Provinces that have higher carbon emissions than carbon captures should pay for the excess based on a certain amount of local gross domestic products (GDP), thus setting up a carbon fund.

The fund, according to experts' calculations, could be set between 0.05 percent to 0.15 percent of provincial GDP, or about 13 billion yuan to 39 billion yuan for 2006 for instance.

Provinces with more carbon captures than emissions would be entitled to money from the central government based on the same ratio of local GDP to further encourage carbon neutral efforts.

According to the calculations, Shandong, Shanxi and Hebei provinces are the largest carbon emitters in China, while the Tibet autonomous region and provinces of Qinghai and Yunnan have the least GHG emissions.

The report also proposes establishing a special committee to manage the carbon fund to be used for promoting technological innovations for environmental protection, as well as projects like the Clean Development Mechanism.

Pan Yue, deputy director of the Ministry of Environmental Protection, says that a low carbon economy is a key to achieving China's ecological balance.

"The study shows a breakthrough in exploring a way of cutting GHG emissions in China, and showing the country's will to fulfill its international responsibility. Moreover, it also provides a feasible approach to promoting ecological compensation in China," Pan says.

However, the mechanism of levying carbon tax is challenged by some experts, who believed it could be improved.

Qi Ye, professor of Environmental Policy and Management, and Director of the Public Policy Institute at Tsinghua University, says: "different from the cap-and-trade system, which is an effective market instrument to control pollutant emissions, the mechanism designed in the report does not set a maximum of carbon emissions. I am afraid it would not be so effective in controlling the total amount of emissions."

Another expert who declined to be named says: "The mechanism still depends on command-and-control regulation. In this case, if there is not a strong and strict monitoring system, it would be highly possible to rig data about carbon emissions when it comes to fee and tax collections."
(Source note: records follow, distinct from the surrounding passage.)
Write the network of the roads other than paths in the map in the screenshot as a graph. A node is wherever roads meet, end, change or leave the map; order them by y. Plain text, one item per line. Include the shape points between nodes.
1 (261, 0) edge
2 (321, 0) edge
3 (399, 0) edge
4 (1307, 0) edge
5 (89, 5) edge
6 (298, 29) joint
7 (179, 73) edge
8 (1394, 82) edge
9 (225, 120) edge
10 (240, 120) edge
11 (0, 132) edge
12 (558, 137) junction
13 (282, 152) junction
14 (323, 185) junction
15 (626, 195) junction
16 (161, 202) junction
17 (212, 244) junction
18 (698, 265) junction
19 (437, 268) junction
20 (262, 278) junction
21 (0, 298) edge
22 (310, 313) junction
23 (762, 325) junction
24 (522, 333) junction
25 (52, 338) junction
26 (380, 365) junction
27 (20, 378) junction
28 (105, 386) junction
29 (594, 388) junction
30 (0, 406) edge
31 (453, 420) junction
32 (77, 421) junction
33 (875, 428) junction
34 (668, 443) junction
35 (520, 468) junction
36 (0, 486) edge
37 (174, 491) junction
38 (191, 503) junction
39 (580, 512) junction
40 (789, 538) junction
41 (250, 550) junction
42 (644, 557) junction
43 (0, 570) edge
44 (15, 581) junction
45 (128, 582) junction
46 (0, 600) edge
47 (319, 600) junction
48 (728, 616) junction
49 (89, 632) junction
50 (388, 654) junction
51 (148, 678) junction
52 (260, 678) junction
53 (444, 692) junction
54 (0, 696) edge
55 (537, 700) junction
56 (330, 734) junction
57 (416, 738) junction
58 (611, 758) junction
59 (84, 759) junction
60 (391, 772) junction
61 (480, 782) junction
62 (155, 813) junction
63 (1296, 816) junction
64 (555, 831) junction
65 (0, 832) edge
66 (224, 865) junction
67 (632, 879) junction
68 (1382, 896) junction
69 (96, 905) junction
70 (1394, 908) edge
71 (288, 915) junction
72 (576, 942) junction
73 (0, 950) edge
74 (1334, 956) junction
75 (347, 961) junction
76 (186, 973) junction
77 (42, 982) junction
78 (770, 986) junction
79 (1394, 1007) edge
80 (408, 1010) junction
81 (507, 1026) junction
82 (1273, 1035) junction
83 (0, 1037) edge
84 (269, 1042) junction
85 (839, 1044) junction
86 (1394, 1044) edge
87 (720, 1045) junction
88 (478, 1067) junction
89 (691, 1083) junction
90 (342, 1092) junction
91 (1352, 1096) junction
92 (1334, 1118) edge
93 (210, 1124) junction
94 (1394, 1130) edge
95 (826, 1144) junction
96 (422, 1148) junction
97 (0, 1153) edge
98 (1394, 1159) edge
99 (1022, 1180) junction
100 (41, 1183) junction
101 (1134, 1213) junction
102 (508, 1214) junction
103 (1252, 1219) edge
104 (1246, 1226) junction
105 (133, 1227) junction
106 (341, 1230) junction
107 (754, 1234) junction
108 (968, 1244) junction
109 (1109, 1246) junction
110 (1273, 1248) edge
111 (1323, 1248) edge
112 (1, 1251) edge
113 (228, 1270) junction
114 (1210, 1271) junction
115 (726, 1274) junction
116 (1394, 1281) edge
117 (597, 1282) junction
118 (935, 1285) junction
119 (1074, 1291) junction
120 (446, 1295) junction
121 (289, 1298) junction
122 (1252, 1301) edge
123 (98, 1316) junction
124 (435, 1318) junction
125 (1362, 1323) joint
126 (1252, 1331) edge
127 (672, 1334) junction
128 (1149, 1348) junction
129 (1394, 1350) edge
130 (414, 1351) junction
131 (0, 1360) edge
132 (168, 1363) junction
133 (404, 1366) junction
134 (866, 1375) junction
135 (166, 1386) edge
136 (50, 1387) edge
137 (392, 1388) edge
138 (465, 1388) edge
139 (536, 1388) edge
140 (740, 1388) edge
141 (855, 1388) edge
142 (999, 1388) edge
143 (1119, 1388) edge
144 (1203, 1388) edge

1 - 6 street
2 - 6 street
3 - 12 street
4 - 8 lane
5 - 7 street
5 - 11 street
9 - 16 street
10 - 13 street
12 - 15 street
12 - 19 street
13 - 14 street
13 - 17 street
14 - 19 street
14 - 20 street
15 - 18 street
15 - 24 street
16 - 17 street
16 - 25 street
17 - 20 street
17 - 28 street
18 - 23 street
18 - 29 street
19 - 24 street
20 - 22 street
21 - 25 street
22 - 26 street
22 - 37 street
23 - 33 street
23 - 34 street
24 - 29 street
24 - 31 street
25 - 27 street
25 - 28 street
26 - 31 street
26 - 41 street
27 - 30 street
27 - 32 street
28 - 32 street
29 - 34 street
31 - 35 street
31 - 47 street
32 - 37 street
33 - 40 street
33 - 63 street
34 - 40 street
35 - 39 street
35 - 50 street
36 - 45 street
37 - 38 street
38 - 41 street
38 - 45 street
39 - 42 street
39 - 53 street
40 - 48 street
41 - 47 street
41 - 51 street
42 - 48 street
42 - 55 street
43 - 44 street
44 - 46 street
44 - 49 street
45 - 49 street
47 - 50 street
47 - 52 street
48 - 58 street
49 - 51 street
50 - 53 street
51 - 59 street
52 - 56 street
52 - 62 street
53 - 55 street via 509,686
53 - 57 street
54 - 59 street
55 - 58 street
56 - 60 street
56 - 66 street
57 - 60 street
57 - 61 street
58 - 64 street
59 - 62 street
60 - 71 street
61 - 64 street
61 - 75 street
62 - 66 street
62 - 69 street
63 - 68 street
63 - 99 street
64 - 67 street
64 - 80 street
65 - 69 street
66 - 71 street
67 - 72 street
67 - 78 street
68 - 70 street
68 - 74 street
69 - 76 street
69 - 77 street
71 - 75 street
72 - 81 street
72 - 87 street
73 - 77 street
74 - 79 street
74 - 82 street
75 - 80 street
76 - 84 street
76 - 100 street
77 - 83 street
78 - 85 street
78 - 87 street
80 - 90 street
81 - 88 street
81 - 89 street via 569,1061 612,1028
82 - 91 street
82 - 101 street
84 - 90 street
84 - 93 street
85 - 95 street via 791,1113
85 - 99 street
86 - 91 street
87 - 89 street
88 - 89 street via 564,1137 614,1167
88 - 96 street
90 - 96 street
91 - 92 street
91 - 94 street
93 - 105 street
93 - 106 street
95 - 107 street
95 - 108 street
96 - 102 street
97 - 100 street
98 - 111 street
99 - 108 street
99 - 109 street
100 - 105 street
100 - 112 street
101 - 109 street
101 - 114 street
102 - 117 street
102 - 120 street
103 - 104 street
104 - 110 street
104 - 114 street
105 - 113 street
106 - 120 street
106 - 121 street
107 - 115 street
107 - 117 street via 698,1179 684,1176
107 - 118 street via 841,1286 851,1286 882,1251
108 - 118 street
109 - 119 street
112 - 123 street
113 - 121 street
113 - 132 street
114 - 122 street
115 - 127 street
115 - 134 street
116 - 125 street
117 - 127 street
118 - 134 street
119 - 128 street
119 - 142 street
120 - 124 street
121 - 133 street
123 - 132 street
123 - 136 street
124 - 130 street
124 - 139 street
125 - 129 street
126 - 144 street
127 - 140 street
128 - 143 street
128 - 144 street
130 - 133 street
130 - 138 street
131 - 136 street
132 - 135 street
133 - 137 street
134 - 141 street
At the end of October, China issued a White Paper with policies and plans for addressing climate change. The paper outlined plans to decelerate climate change, including adjusting the economic structure to promote the optimizing and upgrading of the industrial structure; making great efforts to save energy and raise energy efficiency; developing renewable energy and optimizing the energy mix; developing a recycling economy to reduce greenhouse gas emissions; reducing greenhouse gas emissions in agriculture and the countryside; promoting forestation and strengthening the capacity of carbon sinks, and intensifying R&D efforts to deal with climate change scientifically.

The country also pledges to cut its energy intensity, energy consumption per unit of GDP, by 20 percent from 2005 to 2010. The move, which some experts say would require at least 97 billion yuan in investment, can help China save up to 600 million tons of coal equivalent and reduce CO2 emission by 1.4 billion tons, one-fourth of the current annual emissions.